Ø      These three elements noted above apply, in the Village’s view, as a matter of law, as the lawsuit did not involve claims regarding OU-2 and the proposed settlement does not bind the Village in the event of materially changed conditions. The Village will seek to add confirmation of these elements to the final settlement document.  See also the response to No. 75 above.  There will technically be no release, general or specific; the lawsuit will just be dismissed with prejudice. 


85.  How can we be confident that the insurance provisions of paragraph 19 of the Term Sheet are adequate?


Ø      Paragraph 19 of the Term Sheet requires ARCO to provide for the maintenance of the cap, bulkhead and slurry wall for a period of 100 years and to “provide adequate financial assurance for such obligation.”  It further provides that ARCO may satisfy this condition by establishing a “trust, insurance policy, or other financial assurance mechanism.”  ARCO is further mandated to select a mechanism that is “consistent with sound and accepted fiscal practices,” a provision that would be enforceable under the court-approved settlement. Therefore, in the event the mechanism selected by ARCO turned out to be inadequate, ARCO would remain liable for maintaining the containment structures.


86.  How do we know ARCO won’t use paragraph 12 of the Term Sheet, which provides that its claims against the U.S. government are not dismissed, to delay cleaning up the site?

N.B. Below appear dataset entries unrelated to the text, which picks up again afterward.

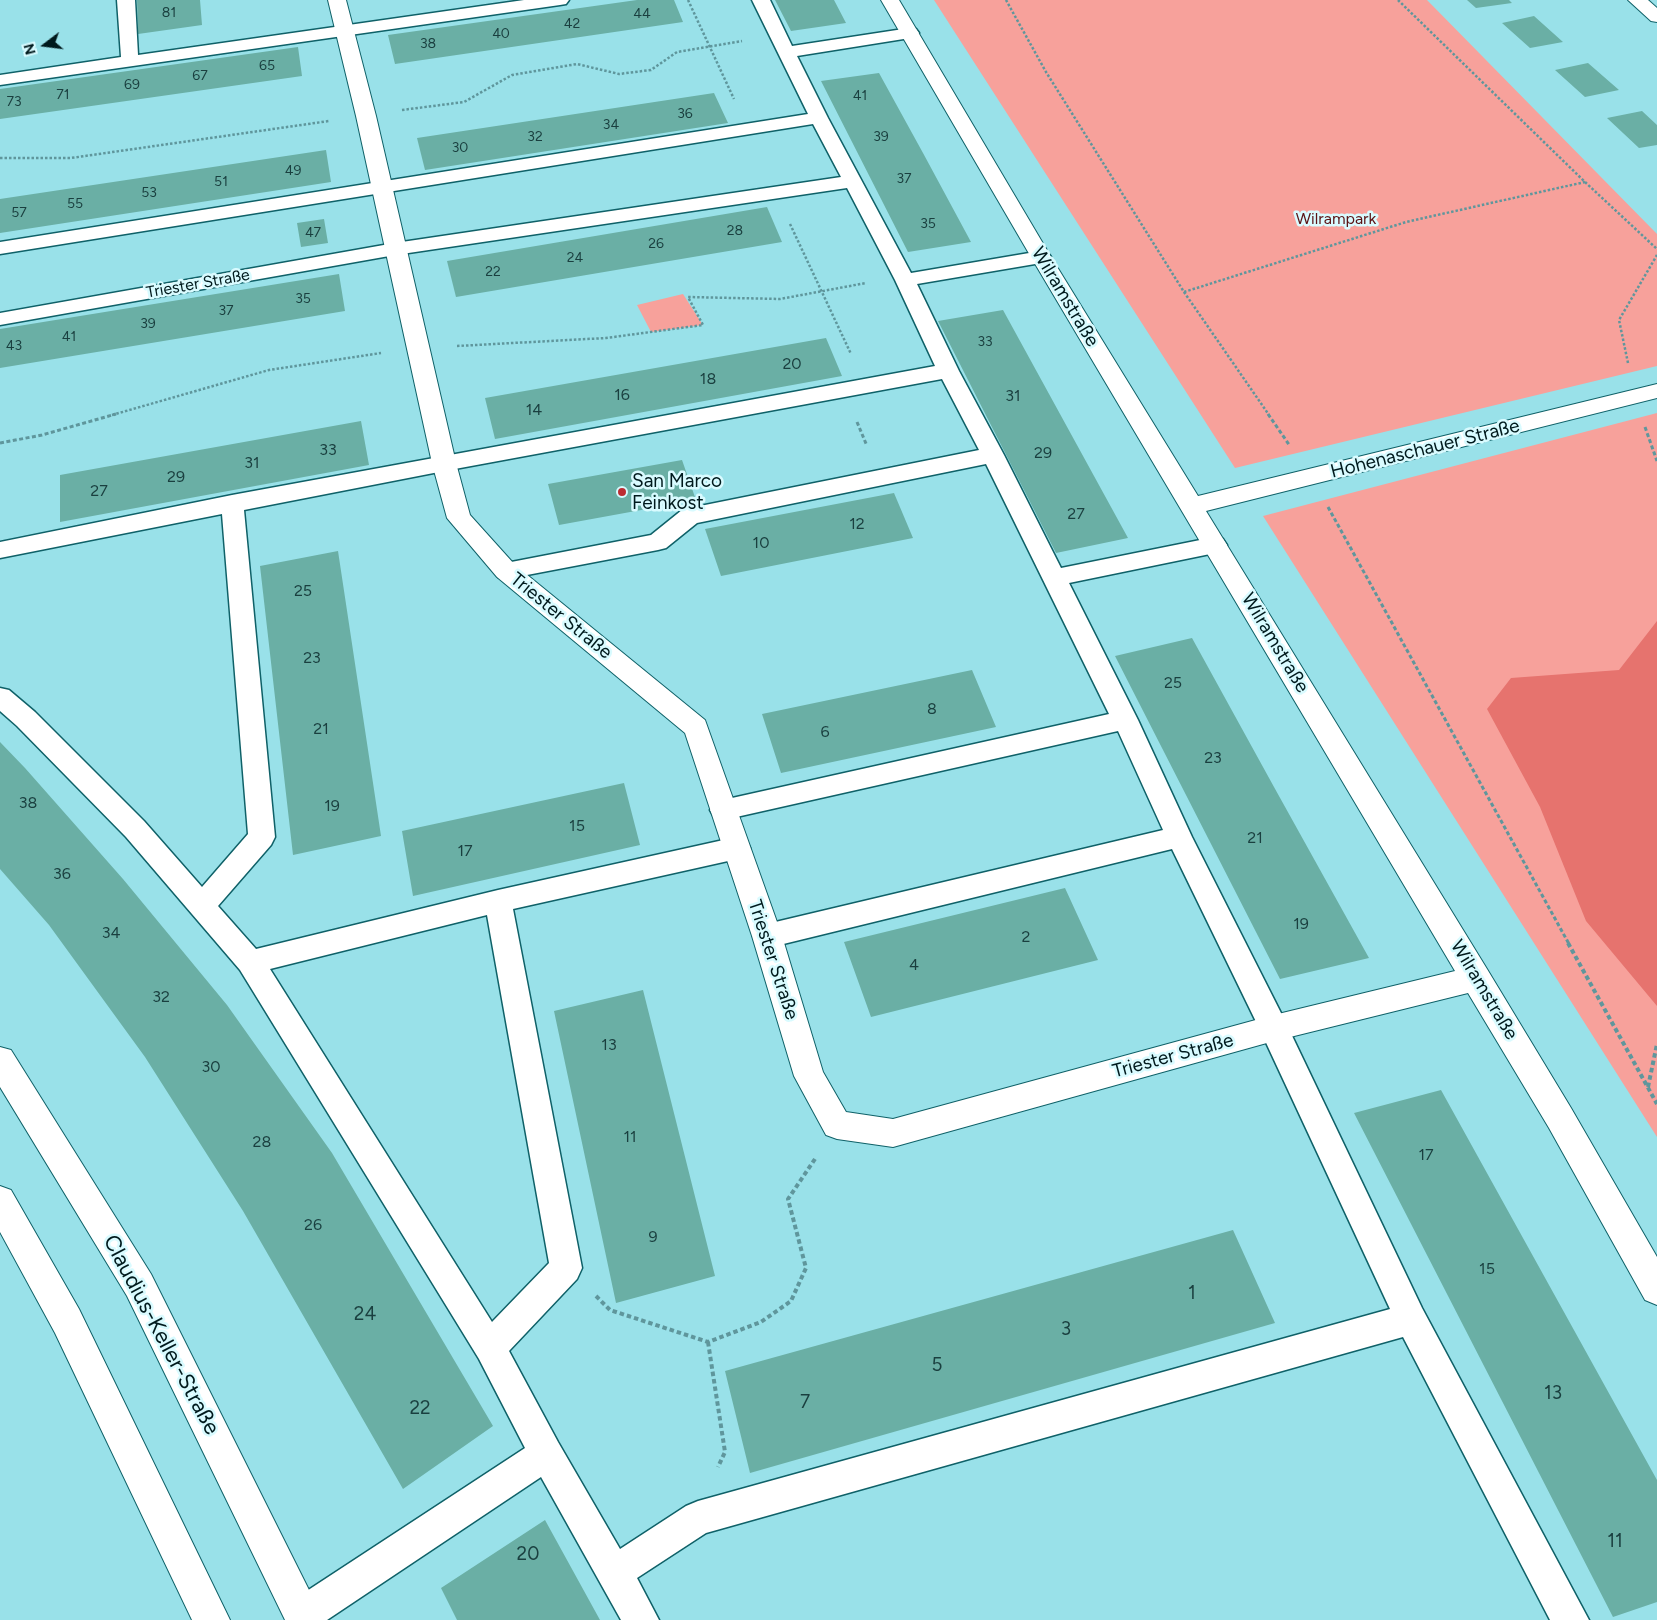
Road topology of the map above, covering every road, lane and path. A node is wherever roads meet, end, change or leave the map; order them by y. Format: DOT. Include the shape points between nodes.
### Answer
graph roads {
  1 [pos="126,0"];
  2 [pos="337,0"];
  3 [pos="560,0"];
  4 [pos="688,0"];
  5 [pos="761,0"];
  6 [pos="890,0"];
  7 [pos="1006,0"];
  8 [pos="1398,0"];
  9 [pos="1637,0"];
  10 [pos="1657,17"];
  11 [pos="344,31"];
  12 [pos="910,33"];
  13 [pos="783,44"];
  14 [pos="709,47"];
  15 [pos="130,61"];
  16 [pos="0,80"];
  17 [pos="409,109"];
  18 [pos="366,116"];
  19 [pos="819,118"];
  20 [pos="739,130"];
  21 [pos="0,158"];
  22 [pos="854,181"];
  23 [pos="1585,182"];
  24 [pos="381,187"];
  25 [pos="776,194"];
  26 [pos="0,248"];
  27 [pos="395,249"];
  28 [pos="1657,249"];
  29 [pos="1657,255"];
  30 [pos="1041,257"];
  31 [pos="904,279"];
  32 [pos="822,291"];
  33 [pos="1184,292"];
  34 [pos="0,319"];
  35 [pos="417,348"];
  36 [pos="948,371"];
  37 [pos="865,386"];
  38 [pos="1657,391"];
  39 [pos="1634,397"];
  40 [pos="0,443"];
  41 [pos="993,455"];
  42 [pos="1657,461"];
  43 [pos="444,463"];
  44 [pos="1312,478"];
  45 [pos="882,479"];
  46 [pos="232,503"];
  47 [pos="1192,506"];
  48 [pos="1215,545"];
  49 [pos="0,550"];
  50 [pos="506,571"];
  51 [pos="1054,578"];
  52 [pos="0,697"];
  53 [pos="1124,720"];
  54 [pos="723,810"];
  55 [pos="1179,837"];
  56 [pos="737,848"];
  57 [pos="498,901"];
  58 [pos="202,906"];
  59 [pos="768,936"];
  60 [pos="250,962"];
  61 [pos="1477,978"];
  62 [pos="1274,1028"];
  63 [pos="1657,1044"];
  64 [pos="0,1060"];
  65 [pos="1648,1088"];
  66 [pos="1657,1104"];
  67 [pos="837,1125"];
  68 [pos="0,1201"];
  69 [pos="566,1268"];
  70 [pos="1657,1289"];
  71 [pos="1411,1319"];
  72 [pos="708,1342"];
  73 [pos="490,1348"];
  74 [pos="546,1454"];
  75 [pos="698,1518"];
  76 [pos="614,1573"];
  77 [pos="1561,1616"];
  78 [pos="304,1617"];
  79 [pos="211,1620"];
  80 [pos="641,1620"];
  1 -- 15 [label="lane"];
  2 -- 11 [label="street, Triester Straße"];
  3 -- 11 [label="lane"];
  4 -- 14 [label="path"];
  5 -- 13 [label="lane"];
  6 -- 12 [label="street, Wilramstraße"];
  7 -- 33 [label="path" via="1046,72"];
  8 -- 23 [label="path"];
  9 -- 10 [label="street"];
  11 -- 15 [label="lane"];
  11 -- 18 [label="street, Triester Straße"];
  12 -- 13 [label="lane"];
  12 -- 30 [label="street, Wilramstraße"];
  13 -- 14 [label="path"];
  13 -- 19 [label="lane"];
  14 -- 17 [label="path" via="677,52 651,70 619,74 577,64 512,75 464,102"];
  14 -- 20 [label="path" via="745,124"];
  15 -- 16 [label="lane"];
  18 -- 21 [label="path" via="71,158"];
  18 -- 24 [label="street, Triester Straße"];
  19 -- 20 [label="lane"];
  19 -- 22 [label="lane"];
  20 -- 24 [label="lane"];
  22 -- 25 [label="lane"];
  22 -- 31 [label="lane"];
  23 -- 28 [label="path"];
  23 -- 33 [label="path" via="1406,222"];
  24 -- 26 [label="lane"];
  24 -- 27 [label="street, Triester Straße"];
  25 -- 27 [label="lane"];
  25 -- 32 [label="path"];
  27 -- 34 [label="lane, Triester Straße"];
  27 -- 35 [label="street, Triester Straße"];
  29 -- 39 [label="path" via="1619,320"];
  30 -- 31 [label="lane"];
  30 -- 47 [label="street, Wilramstraße"];
  31 -- 32 [label="path"];
  31 -- 36 [label="lane"];
  32 -- 35 [label="path" via="780,298 688,297 703,325 606,338"];
  32 -- 37 [label="path"];
  33 -- 44 [label="path"];
  35 -- 40 [label="path" via="269,370 42,435"];
  35 -- 43 [label="street, Triester Straße"];
  36 -- 37 [label="lane"];
  36 -- 41 [label="lane"];
  37 -- 43 [label="lane"];
  37 -- 45 [label="path" via="853,414"];
  38 -- 39 [label="street, Hohenaschauer Straße"];
  39 -- 42 [label="path"];
  39 -- 44 [label="street, Hohenaschauer Straße"];
  41 -- 45 [label="lane"];
  41 -- 51 [label="lane"];
  43 -- 46 [label="lane"];
  43 -- 50 [label="street, Triester Straße" via="459,518"];
  44 -- 47 [label="street, Hohenaschauer Straße"];
  44 -- 65 [label="path"];
  45 -- 50 [label="lane" via="690,516 658,542"];
  46 -- 49 [label="lane"];
  46 -- 58 [label="lane" via="262,838"];
  47 -- 48 [label="street, Wilramstraße"];
  48 -- 51 [label="lane"];
  48 -- 61 [label="street, Wilramstraße"];
  50 -- 54 [label="street, Triester Straße" via="696,727"];
  51 -- 53 [label="lane"];
  52 -- 58 [label="lane" via="26,719 134,829"];
  53 -- 54 [label="lane"];
  53 -- 55 [label="lane"];
  54 -- 56 [label="street, Triester Straße"];
  55 -- 59 [label="lane"];
  55 -- 62 [label="lane"];
  56 -- 57 [label="lane"];
  56 -- 59 [label="street, Triester Straße"];
  57 -- 60 [label="lane"];
  57 -- 69 [label="lane"];
  58 -- 60 [label="lane"];
  59 -- 67 [label="street, Triester Straße" via="809,1076"];
  60 -- 73 [label="lane"];
  61 -- 62 [label="street, Triester Straße"];
  61 -- 70 [label="street, Wilramstraße"];
  62 -- 67 [label="street, Triester Straße" via="893,1133"];
  62 -- 71 [label="lane"];
  63 -- 65 [label="path"];
  64 -- 78 [label="street, Claudius-Keller-Straße" via="139,1285"];
  65 -- 66 [label="path"];
  67 -- 72 [label="path" via="788,1199 806,1268 791,1300 762,1322"];
  68 -- 79 [label="street" via="67,1321"];
  69 -- 72 [label="path" via="610,1310"];
  69 -- 73 [label="lane"];
  71 -- 75 [label="lane"];
  71 -- 77 [label="lane"];
  72 -- 75 [label="path" via="724,1452"];
  73 -- 74 [label="lane"];
  74 -- 76 [label="lane"];
  74 -- 78 [label="lane"];
  75 -- 76 [label="lane"];
  76 -- 80 [label="lane"];
}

Ø      ARCO’s claims against the United States in this lawsuit concern only who is liable for paying for the remedy and not whether or what the remedy should be.  (ARCO essentially alleges that the United States is liable for some or all of the cost of remediating the site because the Anaconda Wire and Cable Company manufactured certain cables that were coated with PCB-containing substances for the United States Navy during World War II.)  Therefore, this provision should not have any effect on the timing of the remediation.

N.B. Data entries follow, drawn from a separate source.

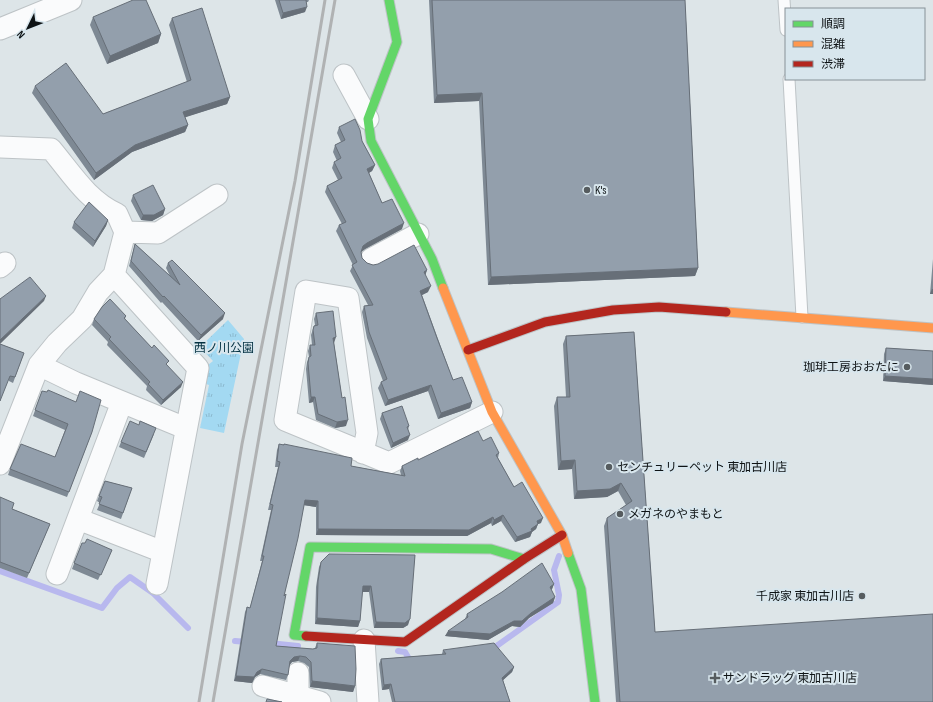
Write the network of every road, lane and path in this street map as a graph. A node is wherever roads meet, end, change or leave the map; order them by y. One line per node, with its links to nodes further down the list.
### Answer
1 (71, 0): 5 (street)
2 (389, 0): 8 (street)
3 (784, 0): 4 (lane)
4 (785, 15)
5 (0, 29)
6 (344, 75): 8 (street)
7 (789, 80): 15 (lane)
8 (368, 119): 12 (street)
9 (0, 147): 11 (street)
10 (217, 195): 11 (street)
11 (126, 232): 14 (street)
12 (418, 234): 13 (street); 17 (street)
13 (371, 259)
14 (114, 275): 18 (street); 21 (street)
15 (802, 317): 16 (street); 17 (street)
16 (933, 328)
17 (468, 350): 20 (street)
18 (38, 365): 19 (street); 23 (street)
19 (122, 402): 21 (street); 24 (street)
20 (492, 412): 22 (street); 25 (street)
21 (186, 428): 26 (street)
22 (363, 453): 22 (street)
23 (0, 464)
24 (78, 519): 26 (street); 28 (street)
25 (562, 535): 27 (street); 36 (street)
26 (164, 552): 29 (street)
27 (524, 559): 30 (street); 30 (street)
28 (58, 574)
29 (157, 584)
30 (364, 640): 35 (street)
31 (298, 673): 33 (street)
32 (262, 686): 33 (street)
33 (298, 695): 34 (street)
34 (320, 702)
35 (368, 702)
36 (595, 702)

87.  Have the Village and Riverkeeper considered the threat to construction workers that would drive piles through the contact barrier and to sanitation workers that would have to access the sewer lines below the contact barrier?


Ø      See the response to Nos. 3 and 17 above.  A construction HASP would be developed as part of the RD/RA process that would address any potential health threats to workers on the site during the remediation.  Following remediation, the cap would contain a demarcation layer that would alert any construction, sanitation or other workers to the location of the contact barrier so that appropriate measures could be undertaken both to protect public health and properly penetrate and reseal the contact barrier.

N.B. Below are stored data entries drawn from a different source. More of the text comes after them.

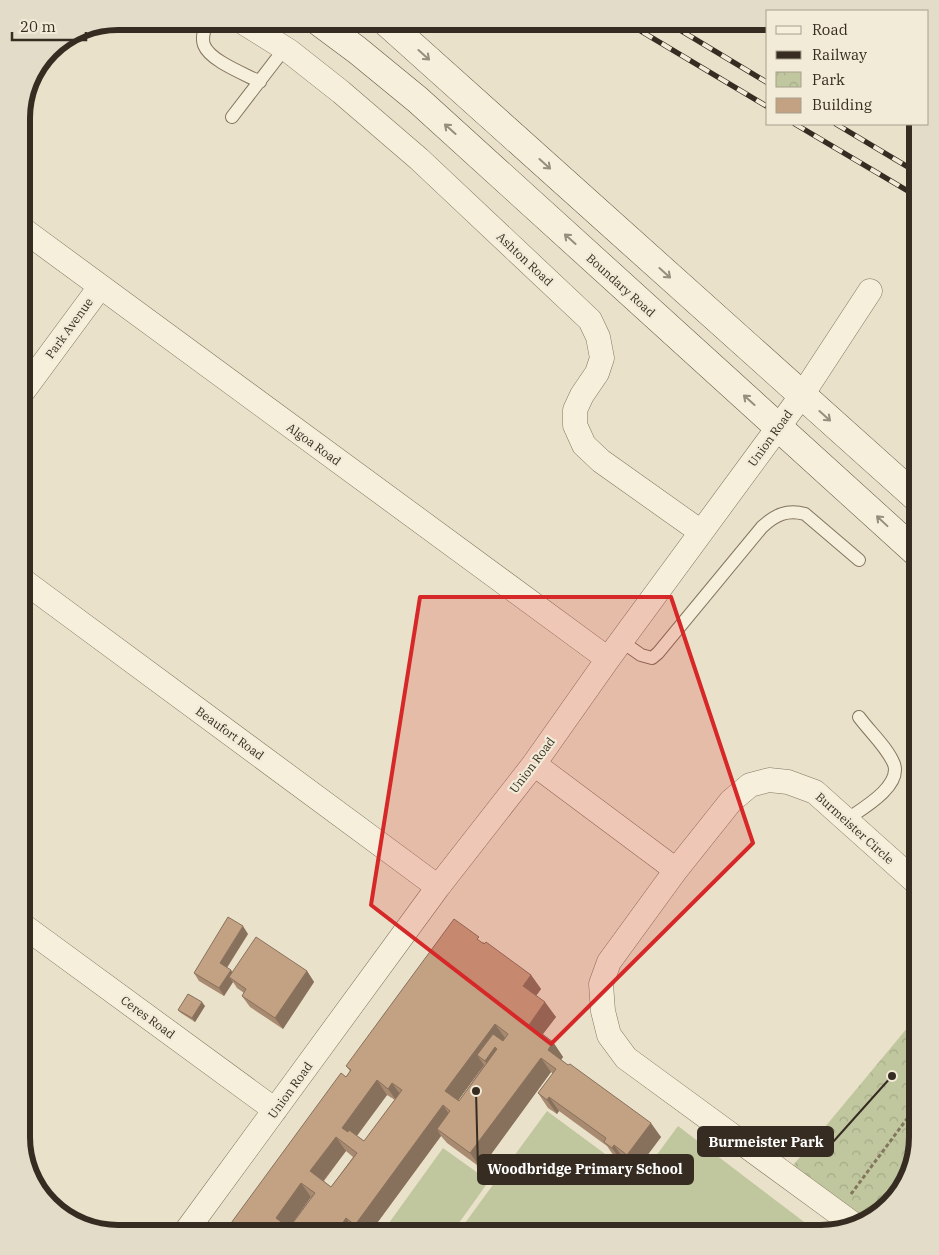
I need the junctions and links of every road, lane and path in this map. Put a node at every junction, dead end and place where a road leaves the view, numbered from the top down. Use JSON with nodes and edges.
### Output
{"nodes":[{"id":1,"x":205,"y":30,"type":"edge"},
{"id":2,"x":256,"y":30,"type":"edge"},
{"id":3,"x":330,"y":30,"type":"edge"},
{"id":4,"x":396,"y":30,"type":"edge"},
{"id":5,"x":285,"y":48,"type":"junction"},
{"id":6,"x":260,"y":82,"type":"junction"},
{"id":7,"x":232,"y":118,"type":"dead end"},
{"id":8,"x":30,"y":234,"type":"edge"},
{"id":9,"x":100,"y":287,"type":"junction"},
{"id":10,"x":870,"y":290,"type":"dead end"},
{"id":11,"x":30,"y":382,"type":"edge"},
{"id":12,"x":802,"y":395,"type":"junction"},
{"id":13,"x":779,"y":427,"type":"junction"},
{"id":14,"x":909,"y":491,"type":"edge"},
{"id":15,"x":700,"y":532,"type":"junction"},
{"id":16,"x":909,"y":546,"type":"edge"},
{"id":17,"x":859,"y":560,"type":"dead end"},
{"id":18,"x":30,"y":586,"type":"edge"},
{"id":19,"x":614,"y":650,"type":"junction"},
{"id":20,"x":859,"y":717,"type":"dead end"},
{"id":21,"x":534,"y":764,"type":"junction"},
{"id":22,"x":846,"y":820,"type":"junction"},
{"id":23,"x":676,"y":870,"type":"junction"},
{"id":24,"x":909,"y":876,"type":"edge"},
{"id":25,"x":438,"y":887,"type":"junction"},
{"id":26,"x":30,"y":931,"type":"edge"},
{"id":27,"x":275,"y":1110,"type":"junction"},
{"id":28,"x":909,"y":1118,"type":"edge"},
{"id":29,"x":845,"y":1219,"type":"edge"},
{"id":30,"x":191,"y":1225,"type":"edge"}],
"edges":[{"from":1,"to":6,"type":"lane"},
{"from":2,"to":5,"type":"street","name":"Ashton Road"},
{"from":13,"to":3,"type":"main road","name":"Boundary Road","one_way":true},
{"from":4,"to":12,"type":"main road","one_way":true},
{"from":5,"to":6,"type":"lane"},
{"from":5,"to":15,"type":"street","name":"Ashton Road"},
{"from":6,"to":7,"type":"lane"},
{"from":8,"to":9,"type":"street","name":"Algoa Road"},
{"from":9,"to":11,"type":"street","name":"Park Avenue"},
{"from":9,"to":19,"type":"street","name":"Algoa Road"},
{"from":10,"to":12,"type":"street","name":"Union Road"},
{"from":12,"to":13,"type":"street","name":"Union Road"},
{"from":12,"to":14,"type":"main road","one_way":true},
{"from":13,"to":15,"type":"street","name":"Union Road"},
{"from":16,"to":13,"type":"main road","name":"Boundary Road","one_way":true},
{"from":15,"to":19,"type":"street","name":"Union Road"},
{"from":17,"to":19,"type":"lane"},
{"from":18,"to":25,"type":"street","name":"Beaufort Road"},
{"from":19,"to":21,"type":"street","name":"Union Road"},
{"from":20,"to":22,"type":"lane"},
{"from":21,"to":23,"type":"street"},
{"from":21,"to":25,"type":"street","name":"Union Road"},
{"from":22,"to":23,"type":"street","name":"Burmeister Circle"},
{"from":22,"to":24,"type":"street","name":"Burmeister Circle"},
{"from":23,"to":29,"type":"street","name":"Burmeister Circle"},
{"from":25,"to":27,"type":"street","name":"Union Road"},
{"from":26,"to":27,"type":"street","name":"Ceres Road"},
{"from":27,"to":30,"type":"street","name":"Union Road"},
{"from":28,"to":29,"type":"path"}]}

88.  The Village should seek the advice of a toxicologist when it negotiates the terms of the final settlement.


Ø      Malcolm Pirnie has two toxicologists on staff.  Richard Califano, Ph.D., of that firm has evaluated the Term Sheet and concluded that the proposed remedial measures would be fully protective of human health.  The Village will continue to seek the expert opinions of Dr. Califano and Malcolm Pirnie in negotiating the final settlement terms.


[1]  These data points were brought to the Village’s attention by ARCO after the public meeting, and resulted in the modification to Paragraph 4 of the Revised Settlement Term Sheet.  Because the Village and Riverkeeper’s consultants have each concluded that these outlier data points are insignificant, mention of them will not be repeated. Thus, when this Summary indicates that all soils with PCB concentrations over 10 ppm will be removed except in the Northwest Corner and Shoreline Area, the exception of the outlier data points are incorporated by reference.